A reader writes:

imageI noted with interest that David Rolfe commented in your blog yesterday saying, “I hope someone will be forthcoming with a critique, additions, suggestions…indeed anything that will aid Denis Mannix in formulating a methodology to test the Maillard theory in principle. With respect to Yannick, it cannot be necessary to have a crucified body to do this. To enable skeptics like myself to give the idea some credibility all I ask is for an image with a small degree of resolution no bigger than a little finger.”

In one experiment with a heated paper mache hand, Ray Rogers noted in his book that “Convection decreased resolution … however, the thumb and one finger are clearly resolved.” Is that sufficient resolution no bigger than a little finger? Rogers shows us just such an image in his book.

Rogers, on the same page, suggested some important variables, namely, body temperature, rate of amine release, a cool and still test bed and a sufficient concentration of saccharides. I suspect there are many more variables including body chemistry, time and other ambient factors such as humidity.  These are good starting points for Denis Mannix. However, I think something else is involved. Perhaps it is a condition or a phenomenon none of us has thought of including a touch of miracle.
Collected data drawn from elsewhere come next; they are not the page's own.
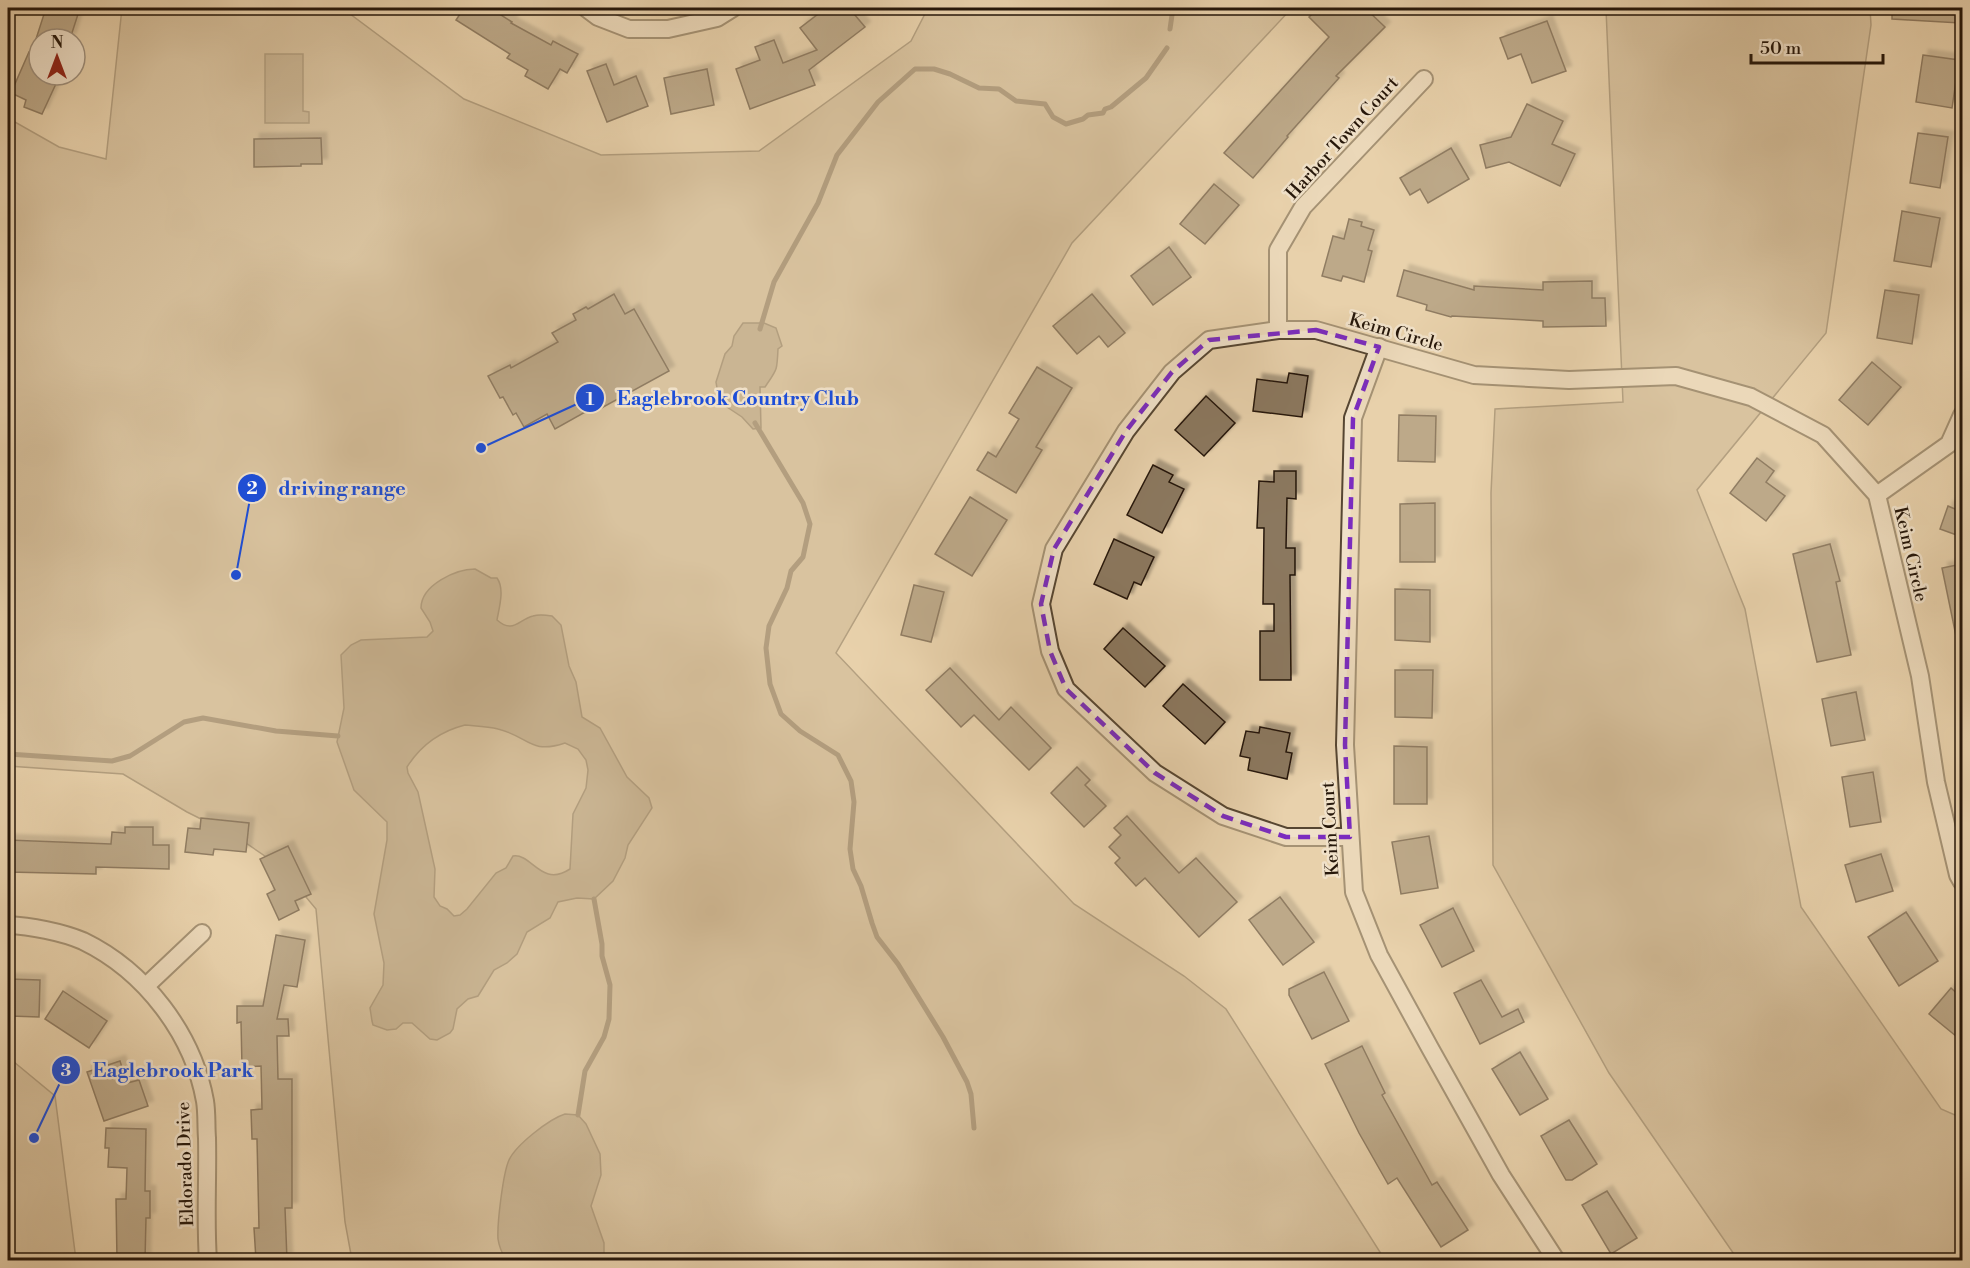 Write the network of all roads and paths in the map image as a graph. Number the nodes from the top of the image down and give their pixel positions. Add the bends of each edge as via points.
1 (586, 8) edge
2 (733, 8) edge
3 (1424, 79) dead end
4 (1278, 330) junction
5 (1379, 347) junction
6 (1962, 415) edge
7 (1877, 495) junction
8 (1350, 837) junction
9 (1962, 882) edge
10 (8, 925) edge
11 (202, 933) dead end
12 (146, 986) junction
13 (208, 1260) edge
14 (1556, 1260) edge

1 - 2 street via 598,17 629,28 668,28 717,18
3 - 4 street, Harbor Town Court via 1303,207 1278,250
4 - 5 street, Keim Circle via 1316,330
4 - 8 street, Keim Circle via 1209,340 1172,372 1126,431 1054,549 1041,604 1050,651 1066,689 1155,773 1223,816 1286,837
5 - 7 street, Keim Circle via 1474,375 1569,380 1676,375 1751,397 1822,435
5 - 8 street, Keim Court via 1353,418 1345,745
6 - 7 street via 1949,444
7 - 9 street, Keim Circle via 1920,676 1936,782
8 - 14 street, Keim Court via 1354,892 1379,955 1502,1174
10 - 12 street, Eldorado Drive via 80,940 105,953
11 - 12 street
12 - 13 street, Eldorado Drive via 193,1056 205,1102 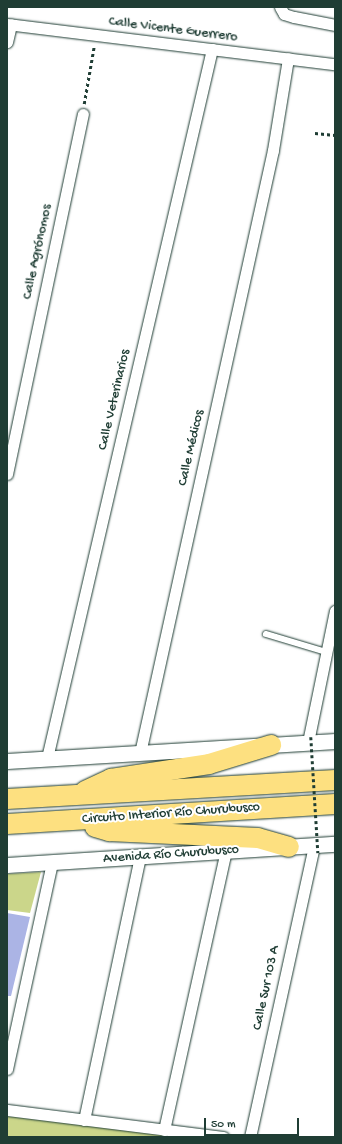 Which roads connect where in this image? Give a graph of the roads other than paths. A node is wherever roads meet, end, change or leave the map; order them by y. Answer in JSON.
{"nodes":[{"id":1,"x":280,"y":7,"type":"edge"},
{"id":2,"x":9,"y":24,"type":"edge"},
{"id":3,"x":335,"y":25,"type":"edge"},
{"id":4,"x":7,"y":42,"type":"edge"},
{"id":5,"x":212,"y":49,"type":"junction"},
{"id":6,"x":288,"y":58,"type":"junction"},
{"id":7,"x":335,"y":64,"type":"edge"},
{"id":8,"x":83,"y":114,"type":"road end"},
{"id":9,"x":11,"y":439,"type":"edge"},
{"id":10,"x":7,"y":474,"type":"edge"},
{"id":11,"x":335,"y":611,"type":"edge"},
{"id":12,"x":266,"y":634,"type":"dead end"},
{"id":13,"x":326,"y":652,"type":"junction"},
{"id":14,"x":310,"y":740,"type":"junction"},
{"id":15,"x":335,"y":741,"type":"edge"},
{"id":16,"x":271,"y":745,"type":"junction"},
{"id":17,"x":140,"y":753,"type":"junction"},
{"id":18,"x":47,"y":758,"type":"junction"},
{"id":19,"x":7,"y":761,"type":"edge"},
{"id":20,"x":335,"y":780,"type":"edge"},
{"id":21,"x":74,"y":796,"type":"junction"},
{"id":22,"x":7,"y":800,"type":"edge"},
{"id":23,"x":335,"y":804,"type":"edge"},
{"id":24,"x":72,"y":820,"type":"junction"},
{"id":25,"x":7,"y":824,"type":"edge"},
{"id":26,"x":335,"y":844,"type":"edge"},
{"id":27,"x":289,"y":847,"type":"junction"},
{"id":28,"x":316,"y":849,"type":"junction"},
{"id":29,"x":226,"y":851,"type":"junction"},
{"id":30,"x":140,"y":856,"type":"junction"},
{"id":31,"x":52,"y":862,"type":"junction"},
{"id":32,"x":7,"y":865,"type":"edge"},
{"id":33,"x":7,"y":1069,"type":"edge"},
{"id":34,"x":7,"y":1110,"type":"edge"},
{"id":35,"x":84,"y":1120,"type":"junction"},
{"id":36,"x":164,"y":1130,"type":"junction"},
{"id":37,"x":223,"y":1137,"type":"edge"},
{"id":38,"x":250,"y":1137,"type":"edge"}],
"edges":[{"from":1,"to":3,"type":"street"},
{"from":2,"to":4,"type":"street"},
{"from":2,"to":5,"type":"street","name":"Calle Vicente Guerrero"},
{"from":5,"to":6,"type":"street","name":"Calle Vicente Guerrero"},
{"from":5,"to":18,"type":"street","name":"Calle Veterinarios"},
{"from":6,"to":7,"type":"street","name":"Calle Vicente Guerrero"},
{"from":6,"to":17,"type":"street","name":"Calle Médicos"},
{"from":8,"to":9,"type":"street","name":"Calle Agrónomos"},
{"from":9,"to":10,"type":"street","name":"Calle Agrónomos"},
{"from":11,"to":13,"type":"street"},
{"from":12,"to":13,"type":"lane"},
{"from":13,"to":14,"type":"street"},
{"from":14,"to":15,"type":"main road"},
{"from":14,"to":16,"type":"main road"},
{"from":16,"to":17,"type":"main road"},
{"from":16,"to":21,"type":"highway"},
{"from":17,"to":18,"type":"main road"},
{"from":18,"to":19,"type":"main road"},
{"from":20,"to":21,"type":"highway","name":"Circuito Interior Río Churubusco"},
{"from":21,"to":22,"type":"highway","name":"Circuito Interior Río Churubusco"},
{"from":23,"to":24,"type":"highway","name":"Circuito Interior Río Churubusco"},
{"from":24,"to":25,"type":"highway","name":"Circuito Interior Río Churubusco"},
{"from":24,"to":27,"type":"highway"},
{"from":26,"to":28,"type":"main road","name":"Avenida Río Churubusco"},
{"from":27,"to":28,"type":"main road","name":"Avenida Río Churubusco"},
{"from":27,"to":29,"type":"main road","name":"Avenida Río Churubusco"},
{"from":28,"to":38,"type":"street","name":"Calle Sur 103 A"},
{"from":29,"to":30,"type":"main road","name":"Avenida Río Churubusco"},
{"from":29,"to":36,"type":"street"},
{"from":30,"to":31,"type":"main road","name":"Avenida Río Churubusco"},
{"from":30,"to":35,"type":"street"},
{"from":31,"to":32,"type":"main road","name":"Avenida Río Churubusco"},
{"from":31,"to":33,"type":"street"},
{"from":34,"to":35,"type":"street"},
{"from":35,"to":36,"type":"street"},
{"from":36,"to":37,"type":"street"}]}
Here is the text the reader mentions from Rogers’ book, A Chemist’s Perspective On The Shroud of Turin:

The amine/saccharide experiments showed that the following variables are important 1) When the body" temperature is too high, convection cells are too active, diffusing amines too widely for good resolution. Resolution improves at lower temperatures. A body that had cooled for several hours but has not yet produced high concentrations or amines would give better resolution than a hot body. 2) The amines must be released slowly. Too much amine badly reduced resolution. A decaying body would give much better resolution than any object that had been painted with pure amines. Too much amine would color the entire cloth, obliterating the image. A successful image that involved a real body would require removal of the cloth before extensive decomposition. 3) The experimental assembly must be kept in a space that is cool and still. 4) An increase in the concentration of reducing saccharides (impurities) on the cloth improves resolution. 5) Modern linen that does not contain suitable impurities will not produce an image.

The picture shown is the one from Rogers’ book. It was obtained from previews in Google Books. A larger version with better resolution is available in the book.